-- Opening Marker --

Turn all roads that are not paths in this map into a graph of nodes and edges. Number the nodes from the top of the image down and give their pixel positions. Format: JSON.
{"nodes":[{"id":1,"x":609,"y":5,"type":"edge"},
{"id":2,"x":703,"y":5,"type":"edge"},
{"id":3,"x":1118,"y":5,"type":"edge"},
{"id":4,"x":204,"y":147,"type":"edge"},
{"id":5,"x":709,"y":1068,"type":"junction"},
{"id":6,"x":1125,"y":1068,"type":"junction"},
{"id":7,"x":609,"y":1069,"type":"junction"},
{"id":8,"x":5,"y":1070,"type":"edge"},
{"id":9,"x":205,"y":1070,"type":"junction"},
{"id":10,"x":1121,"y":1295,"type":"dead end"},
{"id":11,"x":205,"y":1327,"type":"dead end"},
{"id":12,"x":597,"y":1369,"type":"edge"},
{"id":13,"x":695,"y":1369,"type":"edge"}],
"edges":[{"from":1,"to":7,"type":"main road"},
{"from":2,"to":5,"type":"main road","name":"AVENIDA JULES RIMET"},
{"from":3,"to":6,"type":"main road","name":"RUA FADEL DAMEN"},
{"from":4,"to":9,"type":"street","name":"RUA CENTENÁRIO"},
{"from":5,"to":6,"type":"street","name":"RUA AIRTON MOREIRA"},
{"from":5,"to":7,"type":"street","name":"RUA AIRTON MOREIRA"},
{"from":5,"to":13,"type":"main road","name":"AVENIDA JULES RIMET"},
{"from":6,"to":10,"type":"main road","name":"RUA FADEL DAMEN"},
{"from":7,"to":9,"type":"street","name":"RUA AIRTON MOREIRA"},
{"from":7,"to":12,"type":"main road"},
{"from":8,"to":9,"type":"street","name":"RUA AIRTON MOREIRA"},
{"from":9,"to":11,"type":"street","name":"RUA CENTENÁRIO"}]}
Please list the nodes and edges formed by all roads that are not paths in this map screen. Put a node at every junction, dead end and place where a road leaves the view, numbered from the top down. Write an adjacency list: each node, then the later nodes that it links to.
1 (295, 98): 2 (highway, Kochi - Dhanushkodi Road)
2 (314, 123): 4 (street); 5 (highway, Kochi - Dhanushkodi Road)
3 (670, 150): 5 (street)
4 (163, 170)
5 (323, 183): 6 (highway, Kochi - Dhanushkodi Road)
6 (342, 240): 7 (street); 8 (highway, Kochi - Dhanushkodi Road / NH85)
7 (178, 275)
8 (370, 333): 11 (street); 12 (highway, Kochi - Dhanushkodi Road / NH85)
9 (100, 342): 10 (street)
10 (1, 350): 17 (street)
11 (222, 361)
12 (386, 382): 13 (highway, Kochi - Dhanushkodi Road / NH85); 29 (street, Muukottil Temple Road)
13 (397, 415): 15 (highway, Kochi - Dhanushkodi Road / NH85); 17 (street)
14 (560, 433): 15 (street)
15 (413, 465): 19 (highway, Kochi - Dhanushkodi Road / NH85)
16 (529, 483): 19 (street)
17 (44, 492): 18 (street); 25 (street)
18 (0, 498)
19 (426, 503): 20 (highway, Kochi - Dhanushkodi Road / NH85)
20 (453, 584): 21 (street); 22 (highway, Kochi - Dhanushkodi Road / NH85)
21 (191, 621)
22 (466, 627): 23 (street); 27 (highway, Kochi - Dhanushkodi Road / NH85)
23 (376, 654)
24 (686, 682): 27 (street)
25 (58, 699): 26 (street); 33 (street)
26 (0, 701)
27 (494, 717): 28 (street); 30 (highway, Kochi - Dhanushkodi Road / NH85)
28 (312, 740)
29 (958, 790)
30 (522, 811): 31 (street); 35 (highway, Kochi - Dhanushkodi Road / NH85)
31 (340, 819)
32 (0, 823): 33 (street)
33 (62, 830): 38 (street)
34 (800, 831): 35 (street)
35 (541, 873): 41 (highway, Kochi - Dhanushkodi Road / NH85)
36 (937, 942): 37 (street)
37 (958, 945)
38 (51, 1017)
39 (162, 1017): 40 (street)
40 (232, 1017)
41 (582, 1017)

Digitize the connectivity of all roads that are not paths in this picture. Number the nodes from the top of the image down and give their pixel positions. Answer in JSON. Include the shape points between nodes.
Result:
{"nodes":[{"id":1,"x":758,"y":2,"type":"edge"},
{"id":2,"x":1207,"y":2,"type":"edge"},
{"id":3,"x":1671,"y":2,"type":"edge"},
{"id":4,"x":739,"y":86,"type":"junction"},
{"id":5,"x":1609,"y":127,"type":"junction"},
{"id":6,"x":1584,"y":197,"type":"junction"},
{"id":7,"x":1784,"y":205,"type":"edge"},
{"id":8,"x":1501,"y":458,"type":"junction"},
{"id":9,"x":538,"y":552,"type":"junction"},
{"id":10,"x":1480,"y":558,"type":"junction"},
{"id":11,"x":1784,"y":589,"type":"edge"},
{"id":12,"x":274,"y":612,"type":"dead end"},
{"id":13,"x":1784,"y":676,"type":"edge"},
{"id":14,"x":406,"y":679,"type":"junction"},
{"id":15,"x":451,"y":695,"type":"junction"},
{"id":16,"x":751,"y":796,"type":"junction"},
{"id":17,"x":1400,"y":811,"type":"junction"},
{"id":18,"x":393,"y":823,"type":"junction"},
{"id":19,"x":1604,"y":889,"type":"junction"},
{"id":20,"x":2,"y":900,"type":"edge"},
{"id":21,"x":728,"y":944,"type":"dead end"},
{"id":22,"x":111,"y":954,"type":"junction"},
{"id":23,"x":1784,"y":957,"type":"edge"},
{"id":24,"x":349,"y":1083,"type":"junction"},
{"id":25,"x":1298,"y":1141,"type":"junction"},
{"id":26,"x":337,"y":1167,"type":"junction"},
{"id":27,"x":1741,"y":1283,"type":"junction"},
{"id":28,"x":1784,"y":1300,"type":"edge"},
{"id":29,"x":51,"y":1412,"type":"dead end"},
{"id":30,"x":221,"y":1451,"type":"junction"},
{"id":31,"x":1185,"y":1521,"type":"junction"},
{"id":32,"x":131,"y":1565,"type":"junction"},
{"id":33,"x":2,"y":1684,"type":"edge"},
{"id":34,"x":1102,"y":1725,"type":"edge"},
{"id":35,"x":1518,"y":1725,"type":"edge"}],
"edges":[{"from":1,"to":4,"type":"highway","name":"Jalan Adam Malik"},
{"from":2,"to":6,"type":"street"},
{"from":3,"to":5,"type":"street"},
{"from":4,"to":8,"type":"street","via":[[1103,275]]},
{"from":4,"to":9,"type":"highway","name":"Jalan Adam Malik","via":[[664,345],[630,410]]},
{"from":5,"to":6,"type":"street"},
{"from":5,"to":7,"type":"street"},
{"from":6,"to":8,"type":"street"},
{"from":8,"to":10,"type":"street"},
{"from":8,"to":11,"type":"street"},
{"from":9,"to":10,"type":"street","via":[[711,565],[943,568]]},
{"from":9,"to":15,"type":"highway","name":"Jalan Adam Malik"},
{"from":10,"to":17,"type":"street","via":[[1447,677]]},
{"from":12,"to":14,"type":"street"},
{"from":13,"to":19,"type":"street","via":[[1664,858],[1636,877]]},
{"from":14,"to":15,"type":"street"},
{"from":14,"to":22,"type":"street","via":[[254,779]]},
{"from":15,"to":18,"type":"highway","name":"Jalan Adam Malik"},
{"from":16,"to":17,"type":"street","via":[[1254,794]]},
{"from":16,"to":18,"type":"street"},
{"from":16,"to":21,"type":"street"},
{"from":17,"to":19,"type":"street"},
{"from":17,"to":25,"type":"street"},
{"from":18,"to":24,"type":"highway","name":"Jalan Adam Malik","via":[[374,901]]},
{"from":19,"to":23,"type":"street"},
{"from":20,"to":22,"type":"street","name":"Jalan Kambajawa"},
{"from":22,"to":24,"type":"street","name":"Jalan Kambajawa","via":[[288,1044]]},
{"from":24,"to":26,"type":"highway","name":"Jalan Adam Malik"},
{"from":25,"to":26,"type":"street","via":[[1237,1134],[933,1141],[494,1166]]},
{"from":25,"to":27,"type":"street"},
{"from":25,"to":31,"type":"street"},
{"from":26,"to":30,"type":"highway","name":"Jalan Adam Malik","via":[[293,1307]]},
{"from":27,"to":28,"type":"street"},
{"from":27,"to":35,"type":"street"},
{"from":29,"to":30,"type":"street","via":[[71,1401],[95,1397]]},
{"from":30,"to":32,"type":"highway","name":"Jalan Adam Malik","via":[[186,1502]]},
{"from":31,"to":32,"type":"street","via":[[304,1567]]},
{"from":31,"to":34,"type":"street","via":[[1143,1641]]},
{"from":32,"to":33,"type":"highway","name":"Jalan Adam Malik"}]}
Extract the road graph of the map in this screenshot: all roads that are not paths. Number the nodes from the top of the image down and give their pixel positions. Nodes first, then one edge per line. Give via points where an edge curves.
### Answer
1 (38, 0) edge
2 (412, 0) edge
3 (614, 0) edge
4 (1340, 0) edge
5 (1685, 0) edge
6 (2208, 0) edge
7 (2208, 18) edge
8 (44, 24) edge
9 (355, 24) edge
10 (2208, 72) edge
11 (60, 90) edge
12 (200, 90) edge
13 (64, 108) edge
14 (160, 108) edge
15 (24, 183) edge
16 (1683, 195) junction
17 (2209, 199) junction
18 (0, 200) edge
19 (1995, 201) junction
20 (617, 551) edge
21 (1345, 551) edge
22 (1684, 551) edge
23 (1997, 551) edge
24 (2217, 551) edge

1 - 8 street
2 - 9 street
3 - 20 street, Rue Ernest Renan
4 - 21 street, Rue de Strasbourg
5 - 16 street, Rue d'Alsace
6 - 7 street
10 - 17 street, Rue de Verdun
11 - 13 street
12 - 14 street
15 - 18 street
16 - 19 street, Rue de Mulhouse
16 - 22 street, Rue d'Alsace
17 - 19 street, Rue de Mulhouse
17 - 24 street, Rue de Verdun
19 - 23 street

-- Closing Marker --

Across the entries above, how many lines carry the word "Verdun"? Write only the number.

2